My sons see this as yet another tome in what they describe as my Armageddon reading: you know, the future that spells the end of the Human Race as we know it, the type of thing that Elon Musk keeps warning us about.
Shepard’ s book details China’s urbanisation building programme, which apparently between now and 2030 will see its urban population hit over one billion. However right now, hundreds of these newly built urban areas stand with great swathes totally empty, waiting to come to life.
Amongst other things, the book talks about the trend for existing cities to create shiny new versions of themselves, manifesting a twin-city paradigm that acts as a safety valve to the over-population, congestion and urban mess of the old town. Shanghai, for example, has Pudong, Kunming has Chenggong and Zhengzhou has Zhengdong.

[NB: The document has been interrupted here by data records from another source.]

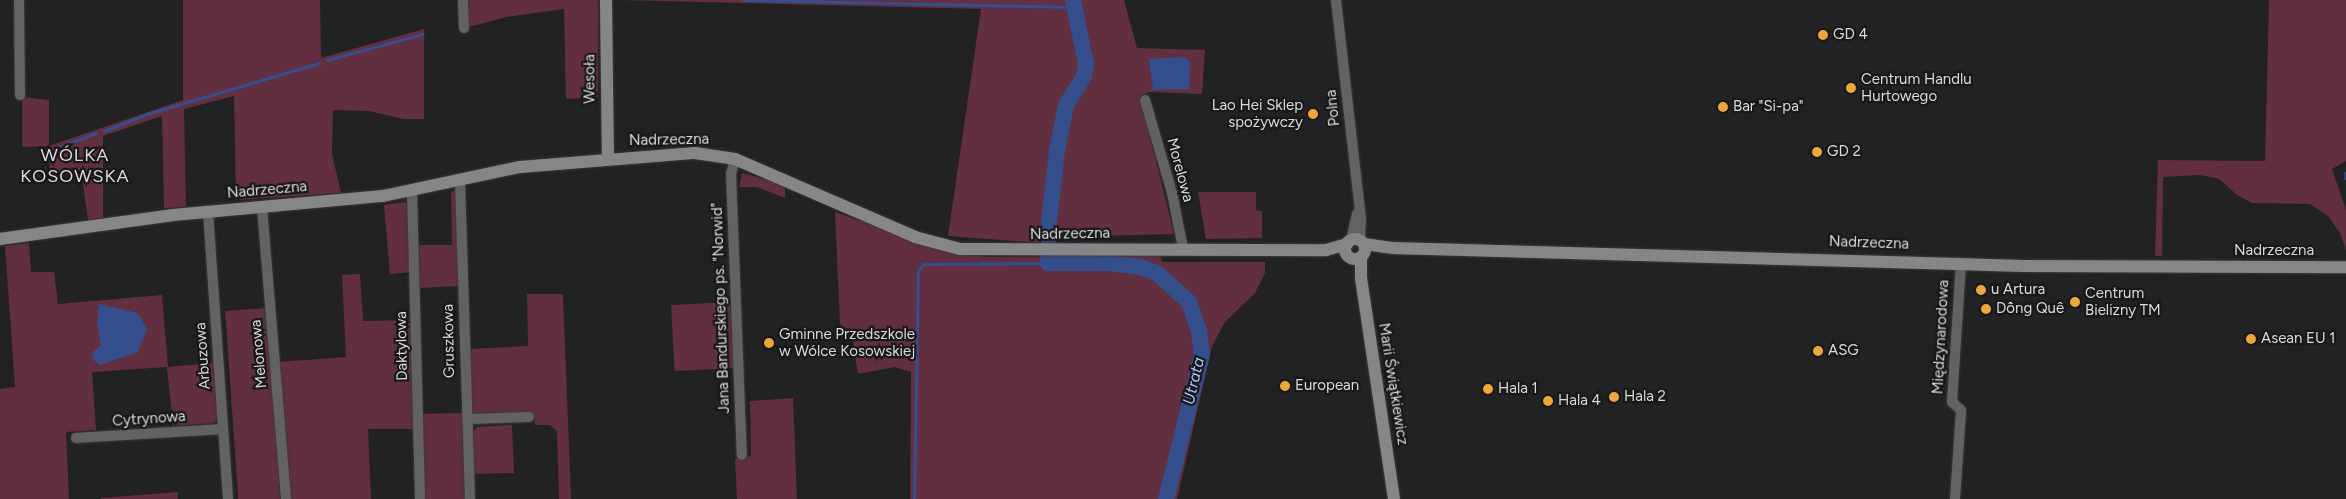 <!DOCTYPE html>
<html>
<head>
<meta charset="utf-8">
<style>
	body { margin:0 }
	#map { position:relative; width:2346px; height:499px; overflow:hidden; background:#222123; font-family:Figtree,sans-serif }
	div>[style] { position:absolute }
	[style*='--x'] { left:calc(var(--x)*1px); top:calc(var(--y)*1px); width:calc(var(--w)*1px); rotate:calc(var(--a)*1deg) }
	.green>* { inset:0; background:#612f3f; transform-origin:0 0 }
	.water>* { inset:0; background:#344f8c }
	.stream>* { height:2.5px; margin:-1.25px; padding:0 1.25px; transform-origin:1.25px; border-radius:1.25px; background:#344f8c }
	.river>* { height:16px; margin:-8px; padding:0 8px; transform-origin:8px; border-radius:8px; background:#344f8c }
	.roads { filter:drop-shadow(0 0 1px #3c3b3d) drop-shadow(0 0 1px #3c3b3d) }
	.street>* { height:10px; margin:-5px; padding:0 5px; transform-origin:5px; border-radius:5px; background:#626263 }
	.secondary>* { height:12px; margin:-6px; padding:0 6px; transform-origin:6px; border-radius:6px; background:#868688 }
	.secondary>.ring { margin:-6px; padding:0; box-sizing:content-box; background:none; border:12px solid #868688; border-radius:50% }
	.dots>* { width:14px; height:14px; translate:-50% -50%; box-sizing:border-box; border:2px solid #19181a; border-radius:50% }
	span { translate:-50% -50%; white-space:nowrap; text-align:center; line-height:1.15; -webkit-text-stroke:4.5px #19181a; paint-order:stroke }
	.poi-label { font-size:15px; color:#dbdadb }
	.left { translate:0 -50%; text-align:left }
	.right { translate:-100% -50%; text-align:right }
	.street-label { font-size:15px; color:#dbdadb }
	.water-label { font-size:16px; color:#abc6fb; font-style:italic }
	.quarter-label { font-size:18px; color:#dcdadd; letter-spacing:1px }
</style>
</head>
<body>
<div id="map">
	<div class="green">
		<i style="clip-path:polygon(183px 0,320px 0,321px 58px,424px 29px,424px 119px,403px 119px,369px 111px,333px 110px,332px 154px,341px 193px,236px 200px,234px 96px,184px 109px,186px 207px,164px 208px,162px 116px,103px 136px,103px 218px,88px 220px,81px 170px,50px 174px,49px 146px,22px 147px,22px 97px,49px 100px,49px 146px,183px 100px)"></i>
		<i style="clip-path:polygon(469px 0,598px 0,598px 97px,566px 99px,564px 9px,506px 17px,469px 27px)"></i>
		<i style="clip-path:polygon(619px 0,1124px 0,1137px 48px,1205px 50px,1202px 94px,1149px 92px,1140px 96px,1174px 234px,1055px 237px,1057px 244px,948px 236px,981px 9px)"></i>
		<i style="clip-path:polygon(2269px 0,2346px 0,2346px 161px,2332px 169px,2346px 210px,2346px 250px,2340px 233px,2328px 216px,2310px 204px,2252px 203px,2237px 195px,2219px 179px,2200px 175px,2163px 177px,2162px 256px,2155px 256px,2158px 160px,2265px 161px)"></i>
		<i style="clip-path:polygon(742px 173px,763px 179px,765px 176px,785px 185px,785px 198px,757px 187px,739px 187px)"></i>
		<i style="clip-path:polygon(457px 188px,459px 286px,420px 288px,419px 245px,452px 245px,451px 193px)"></i>
		<i style="clip-path:polygon(1198px 192px,1256px 192px,1256px 210px,1262px 211px,1262px 238px,1206px 239px)"></i>
		<i style="clip-path:polygon(405px 202px,409px 206px,412px 272px,390px 274px,384px 205px)"></i>
		<i style="clip-path:polygon(835px 212px,956px 254px,988px 257px,1160px 255px,1162px 262px,1265px 262px,1265px 273px,1255px 293px,1225px 322px,1212px 346px,1177px 499px,910px 499px,911px 372px,894px 367px,858px 374px,851px 332px,840px 324px)"></i>
		<i style="clip-path:polygon(29px 243px,31px 272px,54px 272px,58px 304px,162px 295px,168px 367px,214px 363px,219px 417px,214px 423px,173px 426px,167px 367px,92px 372px,96px 430px,66px 432px,69px 499px,0 499px,0 389px,15px 387px,5px 246px)"></i>
		<i style="clip-path:polygon(360px 274px,363px 321px,413px 320px,415px 429px,368px 429px,371px 499px,290px 499px,279px 362px,346px 357px,342px 275px)"></i>
		<i style="clip-path:polygon(527px 294px,563px 294px,571px 499px,559px 499px,557px 431px,550px 425px,535px 425px,532px 412px,475px 413px,470px 410px,469px 349px,528px 346px)"></i>
		<i style="left:730px;top:302px;width:66px;height:59px;rotate:87deg"></i>
		<i style="left:267px;top:308px;width:192px;height:42px;rotate:86deg"></i>
		<i style="clip-path:polygon(793px 398px,797px 499px,737px 499px,735px 459px,751px 456px,750px 401px)"></i>
		<i style="left:465px;top:413px;width:86px;height:42px;rotate:89deg"></i>
		<i style="clip-path:polygon(512px 425px,514px 473px,474px 474px,473px 431px,477px 427px)"></i>
		<i style="clip-path:polygon(178px 492px,178px 499px,101px 499px,101px 498px)"></i>
	</div>
	<div class="water">
		<i style="clip-path:polygon(1185px 57px,1190px 62px,1189px 89px,1153px 90px,1149px 59px)"></i>
		<i style="clip-path:polygon(99px 304px,138px 313px,147px 329px,138px 352px,100px 365px,92px 359px,94px 351px,101px 346px,97px 323px)"></i>
	</div>
	<div class="stream">
		<i style="--x:744;--y:0;--w:330;--a:1.2"></i>
		<i style="--x:327;--y:60;--w:99;--a:-15.2"></i>
		<i style="--x:104;--y:131;--w:46;--a:-21.6"></i>
		<i style="--x:147;--y:114;--w:179;--a:-16.5"></i>
		<i style="--x:55;--y:149;--w:44;--a:-21.3"></i>
		<i style="--x:2346;--y:173;--w:5;--a:90"></i>
		<i style="--x:914;--y:499;--w:228;--a:-89"></i>
		<i style="--x:918;--y:271;--w:9;--a:-54"></i>
		<i style="--x:923;--y:264;--w:125;--a:-0.5"></i>
	</div>
	<div class="river">
		<i style="--x:1047;--y:239;--w:89;--a:-83.5"></i>
		<i style="--x:1057;--y:151;--w:47;--a:-78.9"></i>
		<i style="--x:1066;--y:105;--w:34;--a:-58"></i>
		<i style="--x:1084;--y:76;--w:12;--a:-81"></i>
		<i style="--x:1086;--y:64;--w:65;--a:-101.5"></i>
		<i style="--x:1048;--y:257;--w:6;--a:90"></i>
		<i style="--x:1048;--y:263;--w:60;--a:0"></i>
		<i style="--x:1108;--y:263;--w:32;--a:7"></i>
		<i style="--x:1140;--y:267;--w:18;--a:19"></i>
		<i style="--x:1157;--y:273;--w:43;--a:42.2"></i>
		<i style="--x:1189;--y:302;--w:31;--a:71"></i>
		<i style="--x:1199;--y:331;--w:23;--a:83"></i>
		<i style="--x:1202;--y:354;--w:149;--a:103.9"></i>
	</div>
	<div class="roads">
		<div class="street">
			<i style="--x:19;--y:0;--w:95;--a:89.4"></i>
			<i style="--x:463;--y:0;--w:28;--a:88"></i>
			<i style="--x:1336;--y:0;--w:219;--a:83.5"></i>
			<i style="--x:1361;--y:218;--w:22;--a:93"></i>
			<i style="--x:1145;--y:100;--w:97;--a:73.8"></i>
			<i style="--x:1172;--y:193;--w:56;--a:78.7"></i>
			<i style="--x:735;--y:159;--w:16;--a:105"></i>
			<i style="--x:731;--y:174;--w:281;--a:87.8"></i>
			<i style="--x:460;--y:181;--w:318;--a:88.2"></i>
			<i style="--x:412;--y:191;--w:308;--a:88.5"></i>
			<i style="--x:262;--y:207;--w:293;--a:85.3"></i>
			<i style="--x:208;--y:212;--w:288;--a:86"></i>
			<i style="--x:1351;--y:240;--w:27;--a:-77"></i>
			<i style="--x:469;--y:419;--w:60;--a:-1.9"></i>
			<i style="--x:76;--y:438;--w:147;--a:-3.5"></i>
			<i style="--x:1955;--y:499;--w:89;--a:-86.1"></i>
			<i style="--x:1961;--y:410;--w:12;--a:-138"></i>
			<i style="--x:1952;--y:402;--w:139;--a:-86.3"></i>
		</div>
		<div class="secondary">
			<i style="--x:606;--y:0;--w:159;--a:89.3"></i>
			<i style="--x:0;--y:239;--w:175;--a:-7.9"></i>
			<i style="--x:173;--y:215;--w:211;--a:-5.2"></i>
			<i style="--x:383;--y:196;--w:140;--a:-12"></i>
			<i style="--x:520;--y:167;--w:176;--a:-4.6"></i>
			<i style="--x:695;--y:153;--w:40;--a:8.5"></i>
			<i style="--x:735;--y:159;--w:196;--a:23.4"></i>
			<i style="--x:915;--y:237;--w:47;--a:14.9"></i>
			<i style="--x:960;--y:249;--w:366;--a:0.2"></i>
			<i style="--x:1326;--y:250;--w:22;--a:-16"></i>
			<i class="ring" style="left:1345px;top:239px;width:8px;height:8px"></i>
			<i style="--x:1364;--y:244;--w:28;--a:8"></i>
			<i style="--x:1392;--y:248;--w:631;--a:1.63"></i>
			<i style="--x:2023;--y:266;--w:323;--a:0.2"></i>
			<i style="--x:1361;--y:257;--w:21;--a:90"></i>
			<i style="--x:1361;--y:278;--w:223;--a:81.5"></i>
		</div>
	</div>
	<div class="dots">
		<i style="left:1823px;top:35px;background:#eda83c"></i>
		<i style="left:1851px;top:88px;background:#eda83c"></i>
		<i style="left:1723px;top:107px;background:#eda83c"></i>
		<i style="left:1313px;top:114px;background:#eda83c"></i>
		<i style="left:1817px;top:152px;background:#eda83c"></i>
		<i style="left:1981px;top:290px;background:#eda83c"></i>
		<i style="left:2075px;top:302px;background:#eda83c"></i>
		<i style="left:1986px;top:309px;background:#eda83c"></i>
		<i style="left:2251px;top:339px;background:#eda83c"></i>
		<i style="left:769px;top:343px;background:#eda83c"></i>
		<i style="left:1818px;top:351px;background:#eda83c"></i>
		<i style="left:1285px;top:386px;background:#eda83c"></i>
		<i style="left:1488px;top:389px;background:#eda83c"></i>
		<i style="left:1614px;top:397px;background:#eda83c"></i>
		<i style="left:1548px;top:401px;background:#eda83c"></i>
	</div>
	<div class="poi-label">
		<span class="left" style="left:1833px;top:35px">GD 4</span>
		<span class="left" style="left:1861px;top:88px">Centrum Handlu<br>Hurtowego</span>
		<span class="right" style="left:1303px;top:114px">Lao Hei Sklep<br>spożywczy</span>
		<span class="left" style="left:1733px;top:107px">Bar "Si-pa"</span>
		<span class="left" style="left:1827px;top:152px">GD 2</span>
		<span class="left" style="left:1991px;top:290px">u Artura</span>
		<span class="left" style="left:2085px;top:302px">Centrum<br>Bielizny TM</span>
		<span class="left" style="left:1996px;top:309px">Dồng Quê</span>
		<span class="left" style="left:779px;top:343px">Gminne Przedszkole<br>w Wólce Kosowskiej</span>
		<span class="left" style="left:2261px;top:339px">Asean EU 1</span>
		<span class="left" style="left:1828px;top:351px">ASG</span>
		<span class="left" style="left:1295px;top:386px">European</span>
		<span class="left" style="left:1498px;top:389px">Hala 1</span>
		<span class="left" style="left:1624px;top:397px">Hala 2</span>
		<span class="left" style="left:1558px;top:401px">Hala 4</span>
	</div>
	<div class="street-label">
		<span style="left:590px;top:79px;rotate:-90deg">Wesoła</span>
		<span style="left:1333px;top:108px;rotate:-96deg">Polna</span>
		<span style="left:669px;top:140px;rotate:-1deg">Nadrzeczna</span>
		<span style="left:1180px;top:170px;rotate:75deg">Morelowa</span>
		<span style="left:267px;top:190px;rotate:-5deg">Nadrzeczna</span>
		<span style="left:1070px;top:234px;rotate:-1deg">Nadrzeczna</span>
		<span style="left:1869px;top:243px;rotate:2deg">Nadrzeczna</span>
		<span style="left:2274px;top:251px">Nadrzeczna</span>
		<span style="left:721px;top:308px;rotate:-92deg">Jana Bandurskiego ps. "Norwid"</span>
		<span style="left:1941px;top:337px;rotate:-87deg">Międzynarodowa</span>
		<span style="left:449px;top:341px;rotate:-91deg">Gruszkowa</span>
		<span style="left:402px;top:346px;rotate:-91deg">Daktylowa</span>
		<span style="left:259px;top:354px;rotate:-95deg">Melonowa</span>
		<span style="left:203px;top:356px;rotate:-94deg">Arbuzowa</span>
		<span style="left:1393px;top:384px;rotate:81deg">Marii Świątkiewicz</span>
		<span style="left:149px;top:419px;rotate:-4deg">Cytrynowa</span>
	</div>
	<div class="water-label">
		<span style="left:1194px;top:381px;rotate:-77deg">Utrata</span>
	</div>
	<div class="quarter-label">
		<span style="left:75px;top:166px">WÓLKA<br>KOSOWSKA</span>
	</div>
</div>
</body>
</html>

One of the justifications for the biblical scale of city building in China is to provide accommodation for the millions of rural migrants pouring into the cities. While this is true of some new city projects, it is not so for Zhengdon.
According to Shepard, nearly 50 per cent of those looking for new homes in China are upwardly mobile, existing city dwellers looking to upscale. Cities like Zhengdon are perfect with their luxo apartments, European style boulevards, technology centres, golf clubs, universities, museums and opera houses.
The author points out that with these new cities like Zhengdon the groundwork for parallel migration has been set. The ‘haves’ will escape the crowded old cities with its crumbling infrastructure and congestion, while the ‘have-nots’ comprising the urban working class and rural migrants remain and flood into the old.
Each country has its own response to growing population and urban living. China can build new gleaming statement cities, and move people into them at will. America and Europe can’t. But one thing that all countries have facing them is how the rich and poor will fare in this so-called new landscape of innovation and opportunity.